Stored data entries
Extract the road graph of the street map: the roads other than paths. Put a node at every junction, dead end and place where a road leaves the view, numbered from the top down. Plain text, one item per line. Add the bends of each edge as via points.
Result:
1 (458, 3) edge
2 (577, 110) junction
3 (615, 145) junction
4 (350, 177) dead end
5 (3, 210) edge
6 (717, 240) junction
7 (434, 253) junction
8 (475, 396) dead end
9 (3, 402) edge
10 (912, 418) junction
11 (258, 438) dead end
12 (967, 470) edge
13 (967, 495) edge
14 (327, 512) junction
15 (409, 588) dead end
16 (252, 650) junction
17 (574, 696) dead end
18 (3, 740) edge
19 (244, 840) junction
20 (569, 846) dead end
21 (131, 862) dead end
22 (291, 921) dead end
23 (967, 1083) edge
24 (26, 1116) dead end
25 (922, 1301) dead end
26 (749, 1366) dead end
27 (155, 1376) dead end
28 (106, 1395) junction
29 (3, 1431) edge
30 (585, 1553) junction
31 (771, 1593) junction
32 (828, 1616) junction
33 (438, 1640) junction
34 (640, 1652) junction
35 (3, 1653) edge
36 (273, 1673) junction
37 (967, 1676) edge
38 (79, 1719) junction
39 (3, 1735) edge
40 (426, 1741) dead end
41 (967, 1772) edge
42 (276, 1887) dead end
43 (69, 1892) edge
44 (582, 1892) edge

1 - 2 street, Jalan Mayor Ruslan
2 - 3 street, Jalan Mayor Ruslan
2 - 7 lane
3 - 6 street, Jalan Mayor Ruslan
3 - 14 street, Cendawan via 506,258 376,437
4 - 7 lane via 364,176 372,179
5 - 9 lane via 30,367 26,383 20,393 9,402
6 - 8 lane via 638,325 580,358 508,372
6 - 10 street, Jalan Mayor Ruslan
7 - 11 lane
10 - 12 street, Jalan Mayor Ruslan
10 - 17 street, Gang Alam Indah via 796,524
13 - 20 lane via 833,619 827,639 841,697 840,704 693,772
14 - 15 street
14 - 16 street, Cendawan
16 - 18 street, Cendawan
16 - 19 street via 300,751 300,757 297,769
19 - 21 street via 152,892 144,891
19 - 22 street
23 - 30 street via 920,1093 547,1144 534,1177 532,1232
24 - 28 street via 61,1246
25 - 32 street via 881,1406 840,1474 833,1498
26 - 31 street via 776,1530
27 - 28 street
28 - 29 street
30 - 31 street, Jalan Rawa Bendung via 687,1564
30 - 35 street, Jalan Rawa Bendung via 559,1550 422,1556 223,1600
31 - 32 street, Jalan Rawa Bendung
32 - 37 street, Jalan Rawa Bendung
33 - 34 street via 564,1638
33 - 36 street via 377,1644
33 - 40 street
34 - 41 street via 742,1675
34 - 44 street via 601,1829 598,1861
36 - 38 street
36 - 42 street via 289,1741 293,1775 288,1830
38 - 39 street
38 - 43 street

• _PROBLEM TO SOLVE_
Using the data above, return every line that contains the string "Cendawan".

• _EXERCISE OUTPUT_
3 - 14 street, Cendawan via 506,258 376,437
14 - 16 street, Cendawan
16 - 18 street, Cendawan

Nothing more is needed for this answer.